CPT Code: 82172 (x2)
ABN Requirement: No
Synonyms: ApoB/ApoA1 Ratio
Specimen: Serum
Volume: 1.0 mL
Minimum Volume: 0.5 mL
Container: Gel-barrier tube (SST, Tiger Top)
Collection:
Serum:
- Collect and label sample according to standard protocols.
- Gently invert tube 5 times immediately after draw. DO NOT SHAKE.
- Allow blood to clot 30 minutes.
- Centrifuge for 10 minutes.
Patient Preparation: Patient should be fasting 12 to 14 hours prior to collection.
Transport: Store serum at 2-8°C after collection and ship the same day per packaging instructions included with the provided shipping box.
Stability:
Ambient (15-25°C): 7 days
Refrigerated (2-8°C): 10 days
Frozen (-20°C): 30 days
Causes for Rejection: Specimens other than serum; improper labeling; samples not stored properly; samples older than stability limits;gross hemolysis; gross lipemia; gross icterus
Methodology: Immunoturbidimetric Assay, Calculation
Turn Around Time: 1 to 3 days
Relative Risk:
Age | Sex | Low Risk | Moderate Risk | High Risk |
---|---|---|---|---|
<20 Years | Male, Female | Not Established | Not Established | Not Established |
≥20 Years | Male | <0.77 | 0.77-0.95 | >0.95 |
≥20 Years | Female | <0.63 | 0.63-0.78 | >0.78 |
Clinical Significance: Apolipoprotein A1 is the primary protein associated with HDL cholesterol. Like HDL cholesterol, increased ApoA1 concentrations are associated with reduced risk of cardiovascular disease. Apolipoprotein B-100 is the primary protein associated with LDL cholesterol and other lipid particles. Like LDL cholesterol, increased ApoB concentrations are associated with increased risk of cardiovascular disease. The ApoB/ApoA1 Ratio correlates with risk of cardiovascular disease.

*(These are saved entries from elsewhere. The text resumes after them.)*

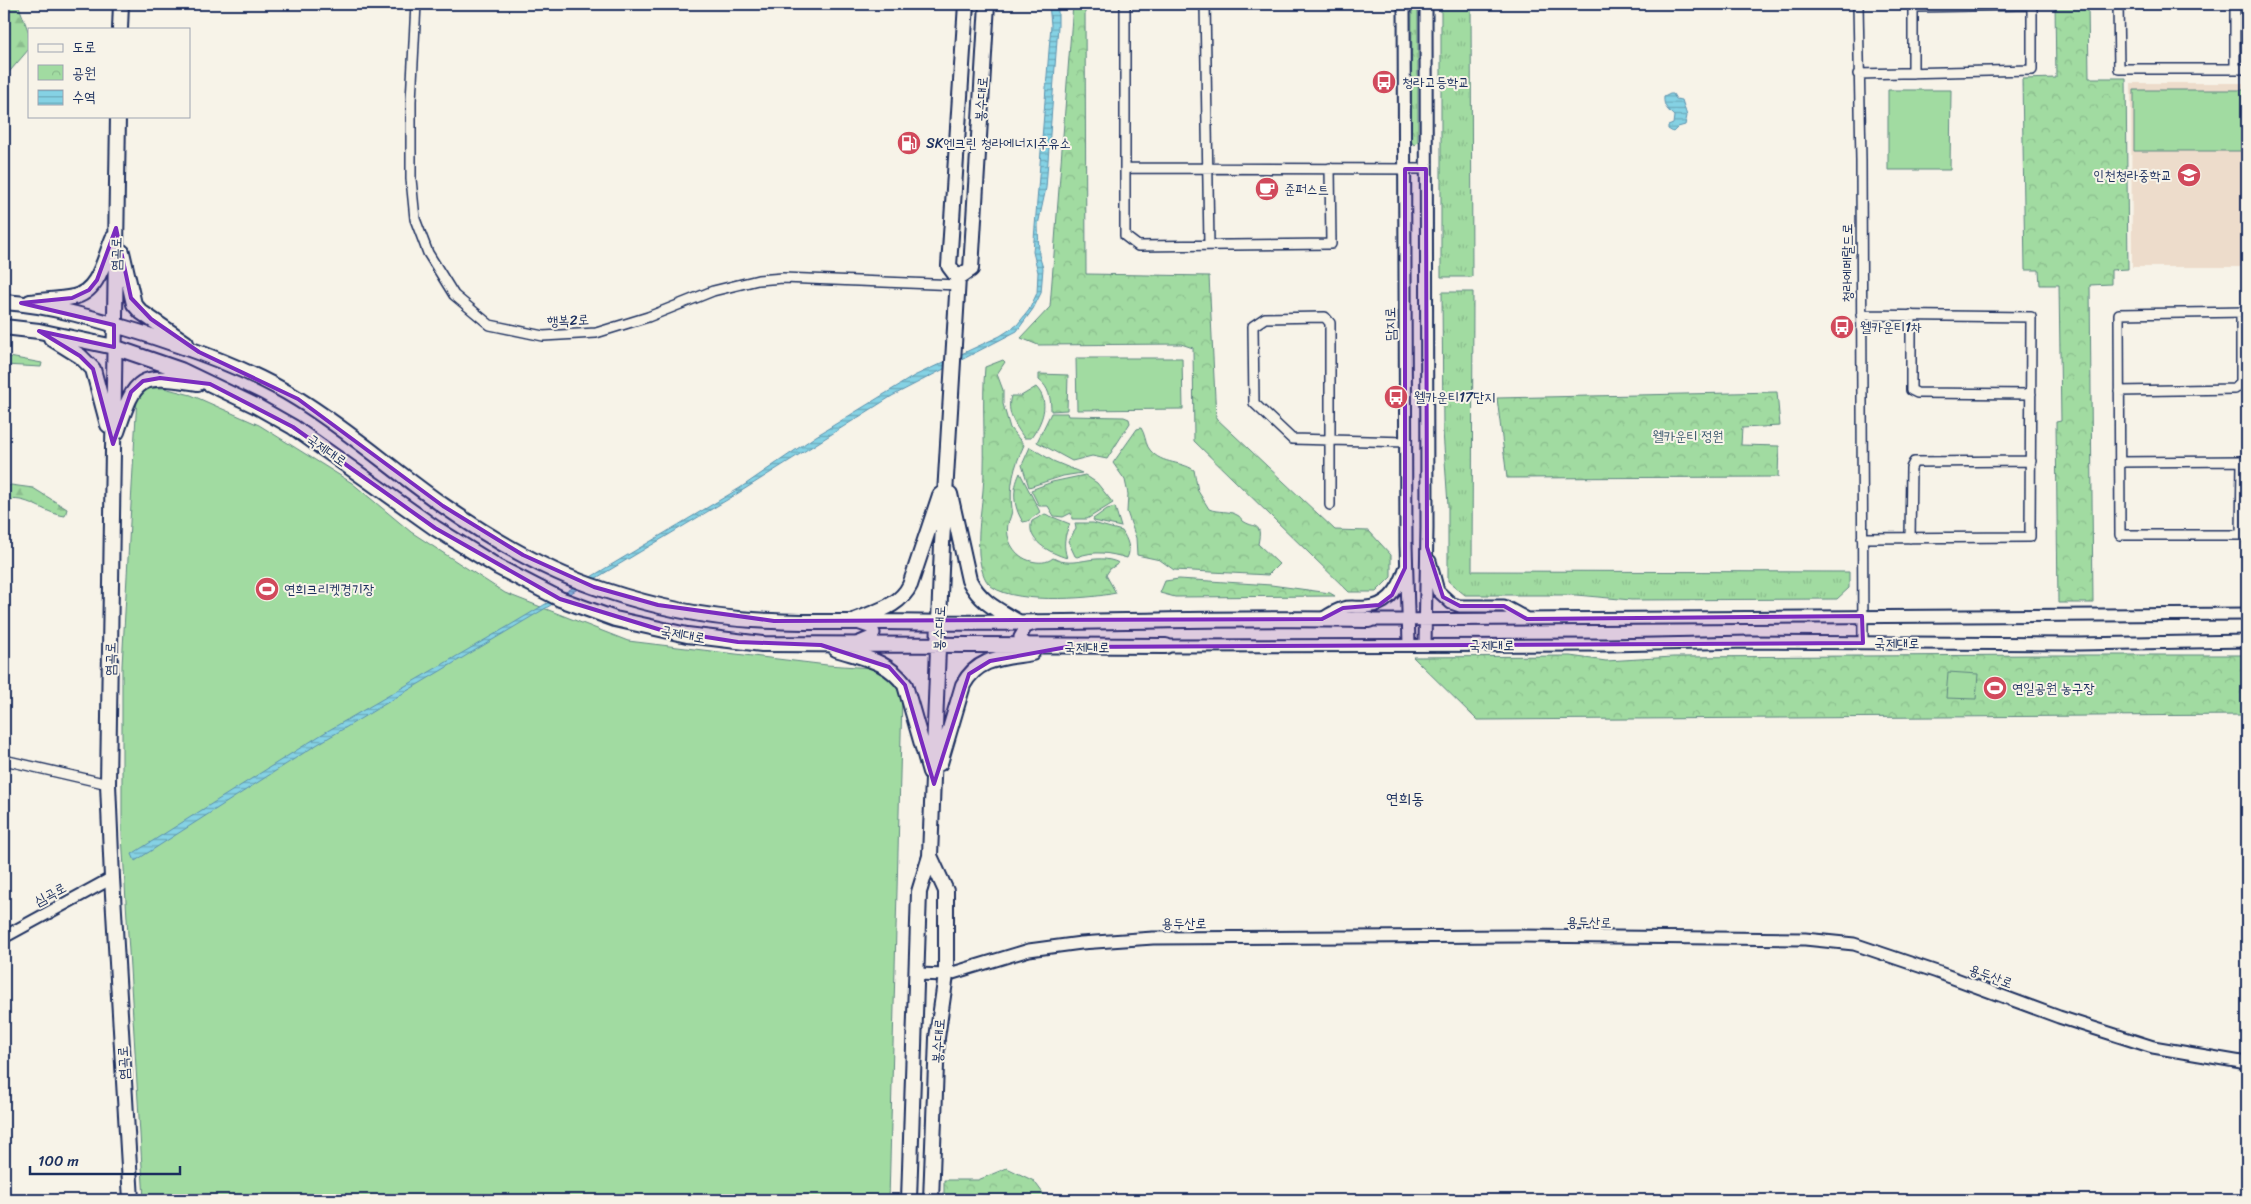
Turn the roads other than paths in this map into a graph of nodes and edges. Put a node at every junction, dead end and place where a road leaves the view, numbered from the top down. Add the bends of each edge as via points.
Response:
1 (120, 4) edge
2 (416, 4) edge
3 (966, 4) edge
4 (987, 4) edge
5 (1125, 4) edge
6 (1205, 4) edge
7 (1404, 4) edge
8 (1426, 4) edge
9 (1858, 4) edge
10 (2118, 4) edge
11 (2235, 4) edge
12 (120, 28) edge
13 (2235, 69) junction
14 (2247, 69) edge
15 (1913, 72) junction
16 (1858, 74) junction
17 (118, 118) edge
18 (1126, 168) junction
19 (1207, 168) junction
20 (1330, 168) junction
21 (1405, 169) junction
22 (1426, 169) junction
23 (116, 228) junction
24 (1208, 245) junction
25 (958, 282) junction
26 (4, 302) edge
27 (21, 303) junction
28 (2244, 312) edge
29 (1861, 315) junction
30 (1911, 315) junction
31 (114, 325) junction
32 (4, 326) edge
33 (39, 331) junction
34 (114, 347) junction
35 (199, 352) junction
36 (210, 384) junction
37 (2119, 391) junction
38 (2031, 394) junction
39 (1332, 440) junction
40 (1407, 442) junction
41 (113, 444) junction
42 (2031, 461) junction
43 (2120, 462) junction
44 (946, 479) junction
45 (1330, 505) dead end
46 (2244, 535) edge
47 (1862, 538) junction
48 (1910, 538) junction
49 (1406, 545) junction
50 (1426, 547) junction
51 (2247, 614) edge
52 (1862, 616) junction
53 (1527, 618) junction
54 (1322, 619) junction
55 (1409, 619) junction
56 (1425, 619) junction
57 (1369, 620) joint
58 (853, 622) junction
59 (1020, 623) junction
60 (1037, 623) junction
61 (939, 624) junction
62 (2247, 641) edge
63 (1863, 643) junction
64 (1410, 644) junction
65 (821, 645) junction
66 (848, 645) junction
67 (1425, 645) junction
68 (939, 646) junction
69 (1166, 646) joint
70 (1033, 647) junction
71 (1067, 647) junction
72 (4, 760) edge
73 (108, 784) junction
74 (934, 784) junction
75 (930, 856) junction
76 (112, 878) junction
77 (4, 937) edge
78 (917, 974) junction
79 (946, 975) junction
80 (2247, 1063) edge
81 (131, 1200) edge
82 (909, 1200) edge
83 (931, 1200) edge

1 - 12 main road
2 - 25 street, 행복2로 via 412,101 415,219 428,252 454,295 490,325 543,336 596,333 648,317 713,291 758,280
3 - 25 main road, 봉수대로 via 949,266
4 - 25 main road, 봉수대로 via 971,269
5 - 18 street
6 - 19 street
7 - 21 street, 담지로
8 - 22 street
9 - 16 street, 청라에메랄드로
10 - 13 street via 2119,69
11 - 13 street
13 - 14 street
15 - 15 street via 2032,70 2032,5 1913,7
15 - 16 street
16 - 29 street, 청라에메랄드로
17 - 23 main road, 염곡로
18 - 19 street
18 - 24 street via 1125,236 1129,241 1138,246
19 - 20 street
19 - 24 street
20 - 21 street
20 - 24 street via 1330,244
21 - 22 street
21 - 40 street, 담지로
22 - 50 street
23 - 27 main road via 97,280 89,290 72,298
23 - 31 main road, 염곡로
23 - 35 main road via 134,304
25 - 44 main road, 봉수대로
26 - 27 main road, 국제대로
27 - 31 main road, 국제대로
28 - 37 street via 2241,383 2235,389
28 - 37 street via 2119,314
29 - 30 street
29 - 47 street, 청라에메랄드로
30 - 38 street via 1911,390 1917,393
30 - 38 street via 2031,317
31 - 34 main road, 염곡로
31 - 35 main road, 국제대로
32 - 33 main road, 국제대로
33 - 34 main road, 국제대로
33 - 41 main road via 80,356 93,369
34 - 36 main road, 국제대로 via 164,363
34 - 41 main road, 염곡로
35 - 58 main road, 국제대로 via 298,399 444,506 501,542 582,582 676,609 722,617 774,622
36 - 41 main road via 160,378 143,381 131,392
36 - 65 main road, 국제대로 via 293,427 435,528 560,599 661,630 703,638
37 - 43 street
38 - 42 street
39 - 39 street via 1292,439 1254,403 1253,326 1265,318 1325,317 1330,323
39 - 40 street
39 - 45 street
40 - 49 street, 담지로
41 - 73 main road, 염곡로
42 - 48 street via 1914,462 1911,468
42 - 48 street via 2030,537
43 - 46 street via 2242,461
43 - 46 street via 2120,535
44 - 58 main road via 905,595
44 - 59 main road via 974,590 987,603
44 - 61 main road, 봉수대로
47 - 48 street
47 - 52 street, 청라에메랄드로
49 - 50 street via 1413,569 1419,573
49 - 54 street via 1401,582 1387,600 1368,607 1343,608
49 - 55 street, 담지로
50 - 53 street via 1438,591 1443,597 1460,606 1504,606
50 - 56 street
51 - 52 street, 국제대로
52 - 53 street, 국제대로
52 - 63 street, 청라에메랄드로
53 - 56 street, 국제대로
54 - 57 main road, 국제대로
54 - 60 main road, 국제대로
55 - 56 street, 국제대로
55 - 57 street, 국제대로
55 - 64 street, 담지로
56 - 67 street
58 - 61 main road, 국제대로
58 - 66 street via 872,628 874,633 866,641
59 - 60 main road, 국제대로
59 - 61 main road, 국제대로
60 - 70 street via 1026,627 1020,637
61 - 68 main road, 봉수대로
62 - 63 street, 국제대로
63 - 67 street, 국제대로
64 - 67 street, 국제대로
64 - 69 street, 국제대로
65 - 66 main road, 국제대로
65 - 74 main road via 877,662 898,674 905,685
66 - 68 main road, 국제대로
68 - 70 main road, 국제대로
68 - 74 main road, 봉수대로
69 - 71 main road, 국제대로
70 - 71 main road, 국제대로
71 - 74 main road via 990,661 969,674
72 - 73 street
73 - 76 main road, 염곡로
74 - 75 main road, 봉수대로
75 - 78 main road, 봉수대로 via 919,892
75 - 79 main road, 봉수대로 via 946,891
76 - 77 street, 심곡로
76 - 81 main road, 염곡로
78 - 79 street, 용두산로
78 - 82 main road, 봉수대로
79 - 80 street, 용두산로 via 1030,950 1153,938 1520,936 1805,939 1854,944 2153,1047
79 - 83 main road, 봉수대로 via 937,1038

Limitations: In very rare cases gammopathy, particularly of the monoclonal IgM type (e.g., Waldenstrom macroglobulinemia), may cause unreliable results.
The CPT codes provided are based on AMA guidelines and are for informational purposes only. CPT coding is the sole responsibility of the billing party. Please direct any questions regarding coding to the payer being billed.